** Opening Given data block **

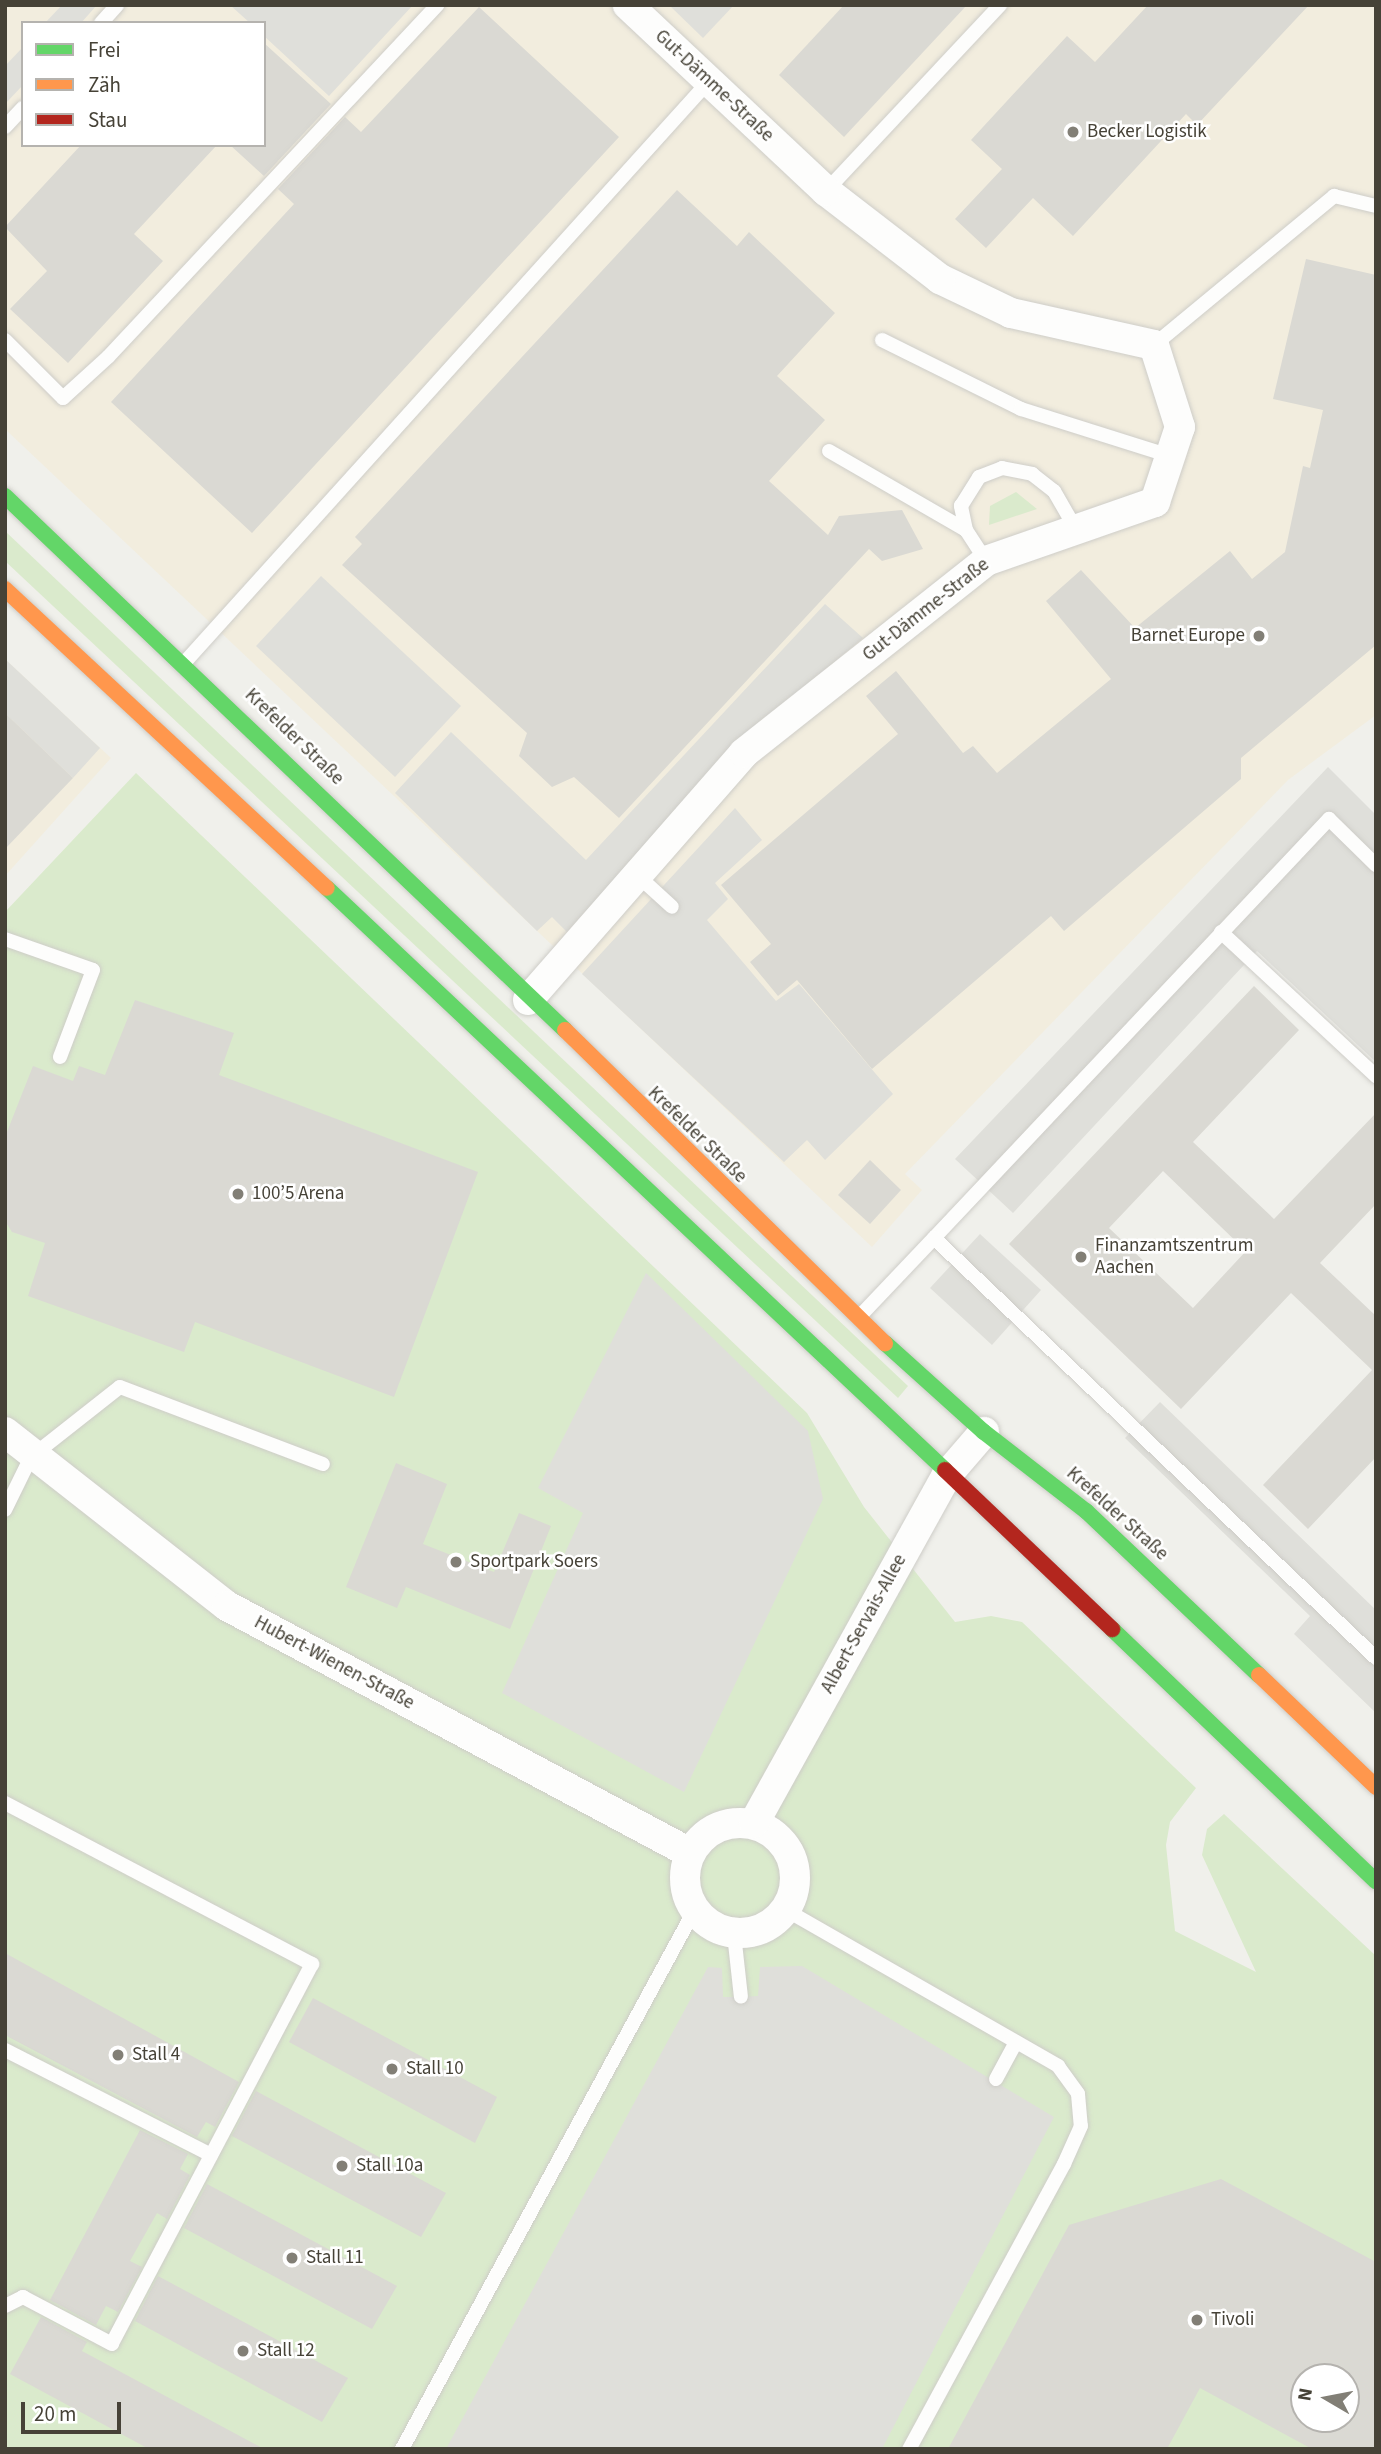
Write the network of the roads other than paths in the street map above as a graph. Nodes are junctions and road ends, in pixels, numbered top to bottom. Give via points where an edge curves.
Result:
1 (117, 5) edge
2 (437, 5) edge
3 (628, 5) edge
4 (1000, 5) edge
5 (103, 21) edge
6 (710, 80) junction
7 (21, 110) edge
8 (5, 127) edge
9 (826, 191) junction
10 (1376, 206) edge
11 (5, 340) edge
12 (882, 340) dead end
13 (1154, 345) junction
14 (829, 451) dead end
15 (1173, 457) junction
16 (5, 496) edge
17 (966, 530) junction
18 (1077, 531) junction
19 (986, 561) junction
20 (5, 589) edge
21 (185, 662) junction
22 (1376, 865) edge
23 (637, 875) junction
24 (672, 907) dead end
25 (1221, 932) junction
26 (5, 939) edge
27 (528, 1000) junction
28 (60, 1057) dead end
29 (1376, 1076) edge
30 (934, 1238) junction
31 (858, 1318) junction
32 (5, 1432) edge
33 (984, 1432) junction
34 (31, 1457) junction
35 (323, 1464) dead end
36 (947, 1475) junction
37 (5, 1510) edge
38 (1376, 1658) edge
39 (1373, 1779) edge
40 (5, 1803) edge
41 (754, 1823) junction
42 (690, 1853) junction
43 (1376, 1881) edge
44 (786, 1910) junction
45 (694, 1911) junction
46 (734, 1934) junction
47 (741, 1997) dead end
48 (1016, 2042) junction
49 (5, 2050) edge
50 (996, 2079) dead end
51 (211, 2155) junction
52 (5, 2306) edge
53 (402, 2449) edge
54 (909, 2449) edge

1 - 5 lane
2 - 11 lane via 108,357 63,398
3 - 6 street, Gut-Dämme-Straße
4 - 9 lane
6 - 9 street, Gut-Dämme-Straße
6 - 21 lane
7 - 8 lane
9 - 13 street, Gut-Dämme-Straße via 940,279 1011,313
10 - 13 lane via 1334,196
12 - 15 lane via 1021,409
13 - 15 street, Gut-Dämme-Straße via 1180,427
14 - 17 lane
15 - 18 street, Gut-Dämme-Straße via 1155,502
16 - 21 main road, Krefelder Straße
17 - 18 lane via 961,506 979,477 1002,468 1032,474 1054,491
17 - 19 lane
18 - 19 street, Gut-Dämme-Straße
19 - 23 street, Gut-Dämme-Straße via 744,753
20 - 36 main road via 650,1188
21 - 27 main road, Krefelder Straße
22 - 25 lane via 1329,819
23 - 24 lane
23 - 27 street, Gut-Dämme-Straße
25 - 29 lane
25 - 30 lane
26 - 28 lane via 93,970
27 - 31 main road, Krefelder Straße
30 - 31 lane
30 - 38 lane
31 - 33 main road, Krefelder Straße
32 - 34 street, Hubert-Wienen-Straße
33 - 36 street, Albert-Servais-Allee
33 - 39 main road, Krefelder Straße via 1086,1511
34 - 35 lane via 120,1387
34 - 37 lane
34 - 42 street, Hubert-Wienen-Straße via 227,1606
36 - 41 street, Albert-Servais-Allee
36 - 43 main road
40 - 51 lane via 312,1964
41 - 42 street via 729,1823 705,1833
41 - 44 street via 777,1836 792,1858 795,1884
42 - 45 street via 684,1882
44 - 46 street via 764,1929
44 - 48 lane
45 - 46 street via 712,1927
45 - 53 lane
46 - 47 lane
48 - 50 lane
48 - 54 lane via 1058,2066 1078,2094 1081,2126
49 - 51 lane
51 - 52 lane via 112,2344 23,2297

** Closing Given data block **
** Opening Given data block **

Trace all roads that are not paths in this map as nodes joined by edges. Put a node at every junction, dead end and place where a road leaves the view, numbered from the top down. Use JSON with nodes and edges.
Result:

** Closing Given data block **

Instructions to follow: Filter the listing by the string "roads"; copy each matching line.

Reply to the exercise:
Write the network of the roads other than paths in the street map above as a graph. Nodes are junctions and road ends, in pixels, numbered top to bottom. Give via points where an edge curves.
Trace all roads that are not paths in this map as nodes joined by edges. Put a node at every junction, dead end and place where a road leaves the view, numbered from the top down. Use JSON with nodes and edges.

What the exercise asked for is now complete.